Monday 16 December 2019

Part 1/3: Revisiting Hillary Clinton's email corpus with graph algos and NLP

(Note: this is Part 1 of this blogpost. Part 2 and Part 3 are also published.)

With lots of interesting political manoeuvring going on in the USA and in Europe, I somehow got into a rabbit hole where I came across the corpus of emails that were published in the aftermath of the 2016 US presidential elections. They have been analysed a number of times, both by citizens and the press: see the great site published by the Wall Street Journal and Ben Hamner's github repo (which is based on a Kattle dataset).

Some of my friends and colleagues have also done some work on this dataset in Neo4j - there's  this graphgistLinkurio.us' blogpost, as well as Ryan Boyd's older article on DeveloperAdvocate. But I decided I was interested enough to take it for a spin.

Importing the email corpus into Neo4j

I got the dataset from this url, and it looks pretty straightforward. There's a very simple datamodel that we can work with, which would look something like this:


Running the import is really easy. First we prepare some indexes to make sure that we get decent import performance:

//setting up the indexes
create constraint on (p:Person)
assert p.alias is unique;
create constraint on (e:Email)
assert e.id is unique;
create index on :Email(subject);

And then we can run the import

// Creating the graph
USING PERIODIC COMMIT
LOAD CSV WITH HEADERS FROM "https://s3-us-west-2.amazonaws.com/neo4j-datasets-public/Emails-refined.csv" AS line
MERGE (fr:Person {alias: COALESCE(line.MetadataFrom, line.ExtractedFrom, '')})
MERGE (to:Person {alias: COALESCE(line.MetadataTo, line.ExtractedTo, '')})
MERGE (em:Email { id: line.Id })
ON CREATE SET em.foia_doc=line.DocNumber, em.subject=line.MetadataSubject, em.to=line.MetadataTo, em.from=line.MetadataFrom, em.text=line.RawText, em.ex_to=line.ExtractedTo, em.ex_from=line.ExtractedFrom
MERGE (to)<-[:TO]-(em)-[:FROM]->(fr)
MERGE (fr)-[r:HAS_EMAILED]->(to)
ON CREATE SET r.count = 1
ON MATCH SET r.count = r.count +1;

Note that the import is significantly faster if you can just load it from your local filesystem - which is what I did most if the time. 7 seconds or so later the result should be loaded then.

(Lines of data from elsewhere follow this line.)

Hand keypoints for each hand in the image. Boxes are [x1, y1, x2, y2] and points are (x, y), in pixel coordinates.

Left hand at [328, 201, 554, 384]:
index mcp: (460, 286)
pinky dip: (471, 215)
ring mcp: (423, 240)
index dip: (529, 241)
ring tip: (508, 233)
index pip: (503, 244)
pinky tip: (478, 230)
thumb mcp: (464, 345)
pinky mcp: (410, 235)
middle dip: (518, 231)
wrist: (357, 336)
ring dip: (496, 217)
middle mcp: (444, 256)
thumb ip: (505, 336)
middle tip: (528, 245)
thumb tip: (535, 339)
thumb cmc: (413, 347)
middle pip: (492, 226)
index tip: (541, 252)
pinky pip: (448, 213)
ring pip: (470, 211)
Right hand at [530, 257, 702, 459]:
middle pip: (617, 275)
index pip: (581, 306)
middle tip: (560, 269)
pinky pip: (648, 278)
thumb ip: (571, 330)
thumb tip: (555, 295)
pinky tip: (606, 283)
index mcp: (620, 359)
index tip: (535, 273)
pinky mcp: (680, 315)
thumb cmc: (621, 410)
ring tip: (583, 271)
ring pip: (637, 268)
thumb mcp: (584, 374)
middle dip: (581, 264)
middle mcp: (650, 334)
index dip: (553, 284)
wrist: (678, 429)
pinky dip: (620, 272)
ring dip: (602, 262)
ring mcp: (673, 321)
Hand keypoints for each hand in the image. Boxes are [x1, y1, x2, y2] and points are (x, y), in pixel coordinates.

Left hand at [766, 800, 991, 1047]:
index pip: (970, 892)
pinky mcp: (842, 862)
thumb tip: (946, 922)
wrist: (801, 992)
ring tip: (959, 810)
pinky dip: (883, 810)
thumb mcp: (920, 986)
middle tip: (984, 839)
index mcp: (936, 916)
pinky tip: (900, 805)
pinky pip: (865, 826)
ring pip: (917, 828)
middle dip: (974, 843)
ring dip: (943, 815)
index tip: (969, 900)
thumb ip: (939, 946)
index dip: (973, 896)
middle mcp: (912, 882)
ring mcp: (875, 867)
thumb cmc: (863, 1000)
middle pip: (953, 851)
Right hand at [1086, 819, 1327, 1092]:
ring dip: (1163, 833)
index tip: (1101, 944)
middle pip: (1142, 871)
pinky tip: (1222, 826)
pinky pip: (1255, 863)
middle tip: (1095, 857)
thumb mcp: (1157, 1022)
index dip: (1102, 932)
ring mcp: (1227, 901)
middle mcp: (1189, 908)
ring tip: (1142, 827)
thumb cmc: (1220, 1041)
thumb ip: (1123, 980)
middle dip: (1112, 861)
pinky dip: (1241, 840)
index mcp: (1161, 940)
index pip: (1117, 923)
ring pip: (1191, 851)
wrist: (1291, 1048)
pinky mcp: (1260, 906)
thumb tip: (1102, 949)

The script for the import can be found over here. However, soon after having done the import, I noticed some problems with data quality. For example, I noticed quite a few duplicate "Person" entities, and some nodes that did not have email "aliases", but actual email addresses. I wanted to fix that - as it could really affect some analysis that I wanted to do later on.


Refactoring the email corpus in Neo4j

To do something about these quality problems in the dataset, I decided to do some refactoring inside Neo4j. It's actually super easy to do that.

Refactoring email addresses

The first step is to basically review all the person.alias properties of the :Person nodes and see if the alias already contains an email address - and if so move it to a p.email_address property.

So we ran

match (p:Person) 
where p.alias contains ".gov"
return p.alias 
order by p.alias

and got the list of email addresses that needed fixing:

Then we ran this simple query to move the email address to a property:

match (p:Person) where p.alias contains ".gov"
set p.email_address = p.alias;

And that fixed most of the problem. Now we needed to get to the bigger problem: removing all the duplicate Person nodes. 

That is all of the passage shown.